In testing this simply did not happen. The iPhone could find the router, but it couldn’t log on. Nor could the iPad Pro. It didn't work with an Android phone either. Four attempts with four devices didn’t work.
Not a sausage.
When I first tried Covr I gave up in frustration at this point. This time around I attempted to manually log-in to the router from a desktop Mac. It worked. From here I managed to get into the web-based control panel.
Part of the panel shows a map of the network. If one of the connections, and this includes the connection from the main node to the internet, is broken it shows up in red. At this point things appeared to be running fine. The next task is to configure the secondary nodes.
Secondary nodes
In some ways configuring secondary nodes is clever. As already mentioned, you have to find an extra power socket to do this. Given the master node needs to connect to a modem which needs to connect to the fibre ONT and all three need a power supply, you need four power points to configure Covr. I used a distribution board. There are other cables here, so it is a rats’ nest.
Once you have power, you then connect the secondary node to the main one using the Ethernet cable. After a few minutes the light changes colour. When it turns white, you’re configured.
At this point you can unplug, move the secondary node to a WiFi blackspot and connect it by wireless back to the mothership. The light flashes orange then glows white when you can connect. You may need to move it about for a while until it turns white.
Let’s hope all your WiFi blackspots are in easy reach of a power socket.
A working wireless mesh?
At this point we had a working wireless mesh. Well almost. None of the mobile devices would connect. But there were strong signals around the house and all the PCs in the house were able to connect.
After about 20 minutes of a working mesh network, the main Covr node lost its internet connection. Nothing had moved, there were no external events, no visible triggers. It just gave up.
Next the secondary nodes dropped off the mesh network.An hour troubleshooting got nowhere, nothing could change things.
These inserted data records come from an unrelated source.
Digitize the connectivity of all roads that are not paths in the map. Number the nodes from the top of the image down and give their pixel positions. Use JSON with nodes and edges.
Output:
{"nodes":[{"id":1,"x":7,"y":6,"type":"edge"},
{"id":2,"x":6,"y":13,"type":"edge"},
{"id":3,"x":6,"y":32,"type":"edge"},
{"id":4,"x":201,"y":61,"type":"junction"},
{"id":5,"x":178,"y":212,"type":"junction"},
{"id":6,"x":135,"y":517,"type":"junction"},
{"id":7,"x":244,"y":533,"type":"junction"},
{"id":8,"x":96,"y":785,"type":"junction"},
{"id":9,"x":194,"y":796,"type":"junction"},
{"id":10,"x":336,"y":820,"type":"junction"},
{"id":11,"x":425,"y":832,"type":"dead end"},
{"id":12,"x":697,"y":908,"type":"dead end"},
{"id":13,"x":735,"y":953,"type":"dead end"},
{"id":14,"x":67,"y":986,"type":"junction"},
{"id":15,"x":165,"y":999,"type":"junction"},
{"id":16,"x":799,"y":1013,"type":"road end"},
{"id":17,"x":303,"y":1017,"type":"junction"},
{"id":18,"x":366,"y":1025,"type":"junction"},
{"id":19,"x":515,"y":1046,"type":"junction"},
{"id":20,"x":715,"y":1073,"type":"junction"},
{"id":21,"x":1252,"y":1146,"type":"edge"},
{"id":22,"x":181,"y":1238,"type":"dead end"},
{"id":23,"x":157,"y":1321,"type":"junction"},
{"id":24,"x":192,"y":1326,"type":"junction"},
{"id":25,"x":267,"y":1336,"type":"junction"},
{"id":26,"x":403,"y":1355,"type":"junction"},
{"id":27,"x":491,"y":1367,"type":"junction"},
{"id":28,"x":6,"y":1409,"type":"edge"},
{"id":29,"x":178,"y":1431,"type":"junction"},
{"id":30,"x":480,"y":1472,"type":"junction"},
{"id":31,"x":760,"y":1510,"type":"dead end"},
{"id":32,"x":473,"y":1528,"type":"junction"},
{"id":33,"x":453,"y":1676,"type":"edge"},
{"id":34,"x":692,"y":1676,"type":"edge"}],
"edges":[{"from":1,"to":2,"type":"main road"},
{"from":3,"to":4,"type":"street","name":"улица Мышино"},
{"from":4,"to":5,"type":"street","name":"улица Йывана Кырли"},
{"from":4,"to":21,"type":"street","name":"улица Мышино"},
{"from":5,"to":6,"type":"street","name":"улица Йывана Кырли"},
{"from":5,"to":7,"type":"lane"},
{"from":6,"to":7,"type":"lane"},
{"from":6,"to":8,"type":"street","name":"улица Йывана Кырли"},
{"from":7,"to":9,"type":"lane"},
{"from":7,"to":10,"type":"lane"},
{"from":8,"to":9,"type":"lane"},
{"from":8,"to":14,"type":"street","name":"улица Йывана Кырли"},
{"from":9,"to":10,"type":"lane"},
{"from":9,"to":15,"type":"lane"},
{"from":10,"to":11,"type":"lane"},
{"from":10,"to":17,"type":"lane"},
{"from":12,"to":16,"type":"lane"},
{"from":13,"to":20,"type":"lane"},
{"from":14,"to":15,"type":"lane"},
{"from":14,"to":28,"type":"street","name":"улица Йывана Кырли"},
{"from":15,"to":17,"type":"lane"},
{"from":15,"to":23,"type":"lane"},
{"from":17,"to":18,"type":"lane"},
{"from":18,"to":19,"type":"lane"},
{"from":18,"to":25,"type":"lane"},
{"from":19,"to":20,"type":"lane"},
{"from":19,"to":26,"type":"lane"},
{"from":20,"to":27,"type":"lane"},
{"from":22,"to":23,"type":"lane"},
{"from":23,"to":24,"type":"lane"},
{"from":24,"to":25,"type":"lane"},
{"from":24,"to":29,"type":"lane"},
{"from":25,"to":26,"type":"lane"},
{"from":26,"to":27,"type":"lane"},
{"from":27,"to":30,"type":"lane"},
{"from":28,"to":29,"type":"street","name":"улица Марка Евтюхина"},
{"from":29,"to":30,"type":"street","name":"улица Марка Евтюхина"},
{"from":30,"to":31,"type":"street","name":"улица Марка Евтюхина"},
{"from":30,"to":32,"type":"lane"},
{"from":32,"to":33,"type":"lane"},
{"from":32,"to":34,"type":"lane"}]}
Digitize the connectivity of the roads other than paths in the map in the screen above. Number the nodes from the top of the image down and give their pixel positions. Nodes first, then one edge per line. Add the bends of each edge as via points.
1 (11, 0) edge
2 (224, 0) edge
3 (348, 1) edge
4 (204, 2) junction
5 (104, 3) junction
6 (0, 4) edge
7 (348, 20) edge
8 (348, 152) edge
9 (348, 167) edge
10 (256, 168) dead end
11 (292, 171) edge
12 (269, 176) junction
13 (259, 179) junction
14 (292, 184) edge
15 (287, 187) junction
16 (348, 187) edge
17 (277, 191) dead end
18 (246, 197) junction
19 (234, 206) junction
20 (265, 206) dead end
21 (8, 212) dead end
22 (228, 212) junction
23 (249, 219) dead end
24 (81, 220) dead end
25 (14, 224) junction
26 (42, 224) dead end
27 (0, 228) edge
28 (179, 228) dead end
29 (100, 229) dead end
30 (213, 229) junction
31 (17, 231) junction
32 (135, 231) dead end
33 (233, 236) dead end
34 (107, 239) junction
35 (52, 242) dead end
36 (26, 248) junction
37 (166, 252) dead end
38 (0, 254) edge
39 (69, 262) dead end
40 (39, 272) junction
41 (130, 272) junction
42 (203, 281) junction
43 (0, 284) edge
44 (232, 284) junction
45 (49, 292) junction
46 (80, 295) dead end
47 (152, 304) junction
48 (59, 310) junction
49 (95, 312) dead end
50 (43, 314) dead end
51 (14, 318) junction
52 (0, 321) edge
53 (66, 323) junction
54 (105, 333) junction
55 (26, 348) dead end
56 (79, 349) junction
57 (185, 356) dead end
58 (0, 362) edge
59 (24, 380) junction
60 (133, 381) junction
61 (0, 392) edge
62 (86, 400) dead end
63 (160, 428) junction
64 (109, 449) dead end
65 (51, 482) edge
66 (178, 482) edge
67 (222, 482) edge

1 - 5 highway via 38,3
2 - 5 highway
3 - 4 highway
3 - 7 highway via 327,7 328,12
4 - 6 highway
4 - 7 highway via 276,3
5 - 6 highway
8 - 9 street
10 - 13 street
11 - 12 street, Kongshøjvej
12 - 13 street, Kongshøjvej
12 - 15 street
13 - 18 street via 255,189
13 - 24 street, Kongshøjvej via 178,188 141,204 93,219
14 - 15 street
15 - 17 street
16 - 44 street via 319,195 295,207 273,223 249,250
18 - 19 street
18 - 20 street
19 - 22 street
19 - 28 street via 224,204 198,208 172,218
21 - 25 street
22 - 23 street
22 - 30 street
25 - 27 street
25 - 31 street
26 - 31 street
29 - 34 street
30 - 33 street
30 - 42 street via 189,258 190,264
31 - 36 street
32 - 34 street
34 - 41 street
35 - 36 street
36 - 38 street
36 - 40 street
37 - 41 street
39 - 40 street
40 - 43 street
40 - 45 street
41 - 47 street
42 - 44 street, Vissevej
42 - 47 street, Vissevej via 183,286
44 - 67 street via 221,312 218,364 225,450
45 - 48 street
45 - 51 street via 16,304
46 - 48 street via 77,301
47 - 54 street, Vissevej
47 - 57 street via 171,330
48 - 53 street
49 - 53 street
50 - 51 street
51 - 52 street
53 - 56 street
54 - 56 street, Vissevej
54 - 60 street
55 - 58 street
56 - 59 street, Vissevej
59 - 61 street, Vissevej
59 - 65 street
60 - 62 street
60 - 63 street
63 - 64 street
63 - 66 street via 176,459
Eventually I rebooted everything and started once more from scratch. It took about an hour to get back to the same point with a working mesh. About an hour later it all fell apart again.
This was the pattern all day. Actually I’m not sure about that. I gave up the third time the network collapse. Life is too short. In the end I packed the Covr bits and pieces back in the box. It’s not for me.
Covr performance issues
During the brief interludes while things were humming, I tested the internet connection speed from the iMac. It was getting around 150 mbps up and down. This is less than half the usual connection speed through the main UFB modem and wireless router. Typically the iMac ‘sees’ 350 to 420 mbps. So the price of filling in WiFi blackspot is a much slower connection.
It turns out poor performance is by design. Mesh networks in offices and factories have a separate channel to manage traffic between nodes. Covr uses the same WiFi bandwidth that connects devices to the access points. In other words it shares the connection with your devices. This explains why we only saw half the usual connection speed.
I can’t recommend D-link’s Covr. It seems half-finished. There was a firmware update that I installed before testing, so the software is up-to-date.
Of course, you might have a different experience. The fact that none of the devices, other than the computer, would connect is a deal-breaker. For me the slow network speed is also a problem. I’d prefer to spend the NZ$600 asking price on a better quality wireless router and learn to live with any WiFi black spots.